• THE TASK
Using the data below, output the first line and every line after it up to and including the line containing "width:16px; height:16px; translate:-50%", exactly as written and with nothing added.

• RECORDS SUPPLIED
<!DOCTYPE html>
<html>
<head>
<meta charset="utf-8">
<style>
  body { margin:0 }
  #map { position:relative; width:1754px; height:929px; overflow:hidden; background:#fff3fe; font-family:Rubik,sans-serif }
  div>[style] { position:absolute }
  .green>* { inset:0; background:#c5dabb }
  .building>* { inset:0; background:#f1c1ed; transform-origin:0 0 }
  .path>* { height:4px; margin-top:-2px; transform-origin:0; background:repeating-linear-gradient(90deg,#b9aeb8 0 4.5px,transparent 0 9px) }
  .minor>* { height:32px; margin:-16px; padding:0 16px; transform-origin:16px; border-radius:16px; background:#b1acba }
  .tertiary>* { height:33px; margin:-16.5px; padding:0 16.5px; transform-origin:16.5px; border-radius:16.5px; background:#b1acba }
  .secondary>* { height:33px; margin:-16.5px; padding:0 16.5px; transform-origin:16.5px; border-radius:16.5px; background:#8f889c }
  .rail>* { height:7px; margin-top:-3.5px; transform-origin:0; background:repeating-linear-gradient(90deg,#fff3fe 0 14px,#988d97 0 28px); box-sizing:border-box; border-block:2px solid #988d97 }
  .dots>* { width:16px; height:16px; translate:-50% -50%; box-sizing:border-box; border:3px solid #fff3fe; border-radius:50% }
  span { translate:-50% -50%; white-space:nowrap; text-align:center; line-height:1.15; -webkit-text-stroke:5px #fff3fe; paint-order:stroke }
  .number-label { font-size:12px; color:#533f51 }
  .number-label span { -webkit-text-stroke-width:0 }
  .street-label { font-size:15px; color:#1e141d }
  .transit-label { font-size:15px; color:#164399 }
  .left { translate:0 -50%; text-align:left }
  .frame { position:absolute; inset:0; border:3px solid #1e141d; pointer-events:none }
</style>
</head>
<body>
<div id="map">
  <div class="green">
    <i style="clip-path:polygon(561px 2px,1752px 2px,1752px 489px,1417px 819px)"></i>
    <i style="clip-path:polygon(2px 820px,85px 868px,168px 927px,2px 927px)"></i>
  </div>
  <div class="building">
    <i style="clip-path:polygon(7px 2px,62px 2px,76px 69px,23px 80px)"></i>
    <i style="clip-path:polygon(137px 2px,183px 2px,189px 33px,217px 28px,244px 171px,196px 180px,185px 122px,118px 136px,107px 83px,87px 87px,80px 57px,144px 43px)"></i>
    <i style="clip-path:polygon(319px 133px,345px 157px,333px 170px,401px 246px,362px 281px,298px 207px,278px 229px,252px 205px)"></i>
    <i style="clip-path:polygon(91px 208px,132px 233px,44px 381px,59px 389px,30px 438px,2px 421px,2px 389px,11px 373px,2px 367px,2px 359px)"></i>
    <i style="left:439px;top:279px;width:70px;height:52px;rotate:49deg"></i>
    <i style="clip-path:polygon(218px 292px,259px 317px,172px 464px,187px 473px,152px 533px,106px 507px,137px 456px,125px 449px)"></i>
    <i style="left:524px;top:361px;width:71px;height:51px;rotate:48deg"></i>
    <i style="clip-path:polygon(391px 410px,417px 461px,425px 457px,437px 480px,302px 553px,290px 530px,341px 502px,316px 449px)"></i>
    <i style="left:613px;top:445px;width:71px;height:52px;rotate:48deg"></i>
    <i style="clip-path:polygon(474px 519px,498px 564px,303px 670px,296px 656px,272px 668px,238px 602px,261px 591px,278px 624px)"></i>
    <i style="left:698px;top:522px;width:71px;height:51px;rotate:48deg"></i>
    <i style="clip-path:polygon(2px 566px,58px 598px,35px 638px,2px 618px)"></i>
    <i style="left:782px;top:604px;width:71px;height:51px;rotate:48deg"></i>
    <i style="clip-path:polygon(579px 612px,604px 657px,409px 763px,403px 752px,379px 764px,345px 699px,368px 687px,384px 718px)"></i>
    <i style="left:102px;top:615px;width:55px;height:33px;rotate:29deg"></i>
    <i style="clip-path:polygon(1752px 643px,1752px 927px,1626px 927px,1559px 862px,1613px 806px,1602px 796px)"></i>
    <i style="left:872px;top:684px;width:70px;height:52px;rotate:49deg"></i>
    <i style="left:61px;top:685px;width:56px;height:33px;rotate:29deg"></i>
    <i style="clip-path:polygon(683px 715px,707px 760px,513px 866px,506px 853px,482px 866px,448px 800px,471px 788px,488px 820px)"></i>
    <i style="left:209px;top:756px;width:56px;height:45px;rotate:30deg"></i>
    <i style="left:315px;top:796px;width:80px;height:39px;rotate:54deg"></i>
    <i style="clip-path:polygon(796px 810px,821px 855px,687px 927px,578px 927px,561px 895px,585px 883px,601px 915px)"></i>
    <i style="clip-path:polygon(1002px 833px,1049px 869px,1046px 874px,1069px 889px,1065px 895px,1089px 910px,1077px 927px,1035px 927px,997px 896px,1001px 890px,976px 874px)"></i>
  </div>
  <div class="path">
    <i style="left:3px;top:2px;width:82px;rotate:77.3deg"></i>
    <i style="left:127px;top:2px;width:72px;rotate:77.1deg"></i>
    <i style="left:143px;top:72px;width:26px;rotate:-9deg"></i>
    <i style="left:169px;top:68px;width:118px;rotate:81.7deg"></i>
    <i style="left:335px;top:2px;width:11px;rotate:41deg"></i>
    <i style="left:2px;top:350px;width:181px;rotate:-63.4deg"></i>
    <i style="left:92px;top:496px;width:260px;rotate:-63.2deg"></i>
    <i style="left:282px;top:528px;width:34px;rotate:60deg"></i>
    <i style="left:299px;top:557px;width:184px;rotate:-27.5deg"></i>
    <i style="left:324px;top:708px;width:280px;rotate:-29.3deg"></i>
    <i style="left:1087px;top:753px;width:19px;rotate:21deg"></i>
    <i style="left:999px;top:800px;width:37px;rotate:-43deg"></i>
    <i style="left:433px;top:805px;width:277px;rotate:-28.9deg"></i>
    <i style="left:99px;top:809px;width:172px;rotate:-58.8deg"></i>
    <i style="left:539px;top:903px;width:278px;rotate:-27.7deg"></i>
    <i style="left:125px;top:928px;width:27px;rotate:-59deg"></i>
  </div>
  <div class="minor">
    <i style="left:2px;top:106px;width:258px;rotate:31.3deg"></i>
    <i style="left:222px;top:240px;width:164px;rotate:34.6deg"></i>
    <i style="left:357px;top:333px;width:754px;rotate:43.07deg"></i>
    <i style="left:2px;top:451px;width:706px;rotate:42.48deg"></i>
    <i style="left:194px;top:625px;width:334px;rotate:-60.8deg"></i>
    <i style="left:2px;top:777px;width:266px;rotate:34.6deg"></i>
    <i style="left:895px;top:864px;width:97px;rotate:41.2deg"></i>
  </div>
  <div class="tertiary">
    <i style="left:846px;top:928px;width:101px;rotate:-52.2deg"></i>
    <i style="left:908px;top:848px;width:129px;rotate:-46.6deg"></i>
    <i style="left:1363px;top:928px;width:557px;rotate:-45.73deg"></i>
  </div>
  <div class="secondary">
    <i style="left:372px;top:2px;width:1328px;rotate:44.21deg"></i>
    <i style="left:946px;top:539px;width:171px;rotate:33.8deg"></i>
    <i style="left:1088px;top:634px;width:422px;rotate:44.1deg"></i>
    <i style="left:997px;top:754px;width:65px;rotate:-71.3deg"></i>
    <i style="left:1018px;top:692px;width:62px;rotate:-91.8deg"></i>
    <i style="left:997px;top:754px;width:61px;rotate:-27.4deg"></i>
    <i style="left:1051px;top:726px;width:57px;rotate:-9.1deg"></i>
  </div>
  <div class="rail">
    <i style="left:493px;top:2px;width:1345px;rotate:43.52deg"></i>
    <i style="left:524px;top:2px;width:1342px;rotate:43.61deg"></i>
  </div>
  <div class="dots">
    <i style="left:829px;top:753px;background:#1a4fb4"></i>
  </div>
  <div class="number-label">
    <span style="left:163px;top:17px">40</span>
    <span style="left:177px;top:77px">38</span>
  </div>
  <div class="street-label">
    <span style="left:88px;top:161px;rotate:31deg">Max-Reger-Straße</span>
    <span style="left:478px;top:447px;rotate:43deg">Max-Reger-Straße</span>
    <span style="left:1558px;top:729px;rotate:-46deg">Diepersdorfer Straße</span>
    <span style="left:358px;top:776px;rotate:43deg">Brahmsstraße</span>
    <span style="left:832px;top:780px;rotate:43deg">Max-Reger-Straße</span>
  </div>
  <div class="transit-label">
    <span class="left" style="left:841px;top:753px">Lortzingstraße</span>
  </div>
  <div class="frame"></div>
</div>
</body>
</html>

• SOLUTION TO THE PROBLEM
<!DOCTYPE html>
<html>
<head>
<meta charset="utf-8">
<style>
  body { margin:0 }
  #map { position:relative; width:1754px; height:929px; overflow:hidden; background:#fff3fe; font-family:Rubik,sans-serif }
  div>[style] { position:absolute }
  .green>* { inset:0; background:#c5dabb }
  .building>* { inset:0; background:#f1c1ed; transform-origin:0 0 }
  .path>* { height:4px; margin-top:-2px; transform-origin:0; background:repeating-linear-gradient(90deg,#b9aeb8 0 4.5px,transparent 0 9px) }
  .minor>* { height:32px; margin:-16px; padding:0 16px; transform-origin:16px; border-radius:16px; background:#b1acba }
  .tertiary>* { height:33px; margin:-16.5px; padding:0 16.5px; transform-origin:16.5px; border-radius:16.5px; background:#b1acba }
  .secondary>* { height:33px; margin:-16.5px; padding:0 16.5px; transform-origin:16.5px; border-radius:16.5px; background:#8f889c }
  .rail>* { height:7px; margin-top:-3.5px; transform-origin:0; background:repeating-linear-gradient(90deg,#fff3fe 0 14px,#988d97 0 28px); box-sizing:border-box; border-block:2px solid #988d97 }
  .dots>* { width:16px; height:16px; translate:-50% -50%; box-sizing:border-box; border:3px solid #fff3fe; border-radius:50% }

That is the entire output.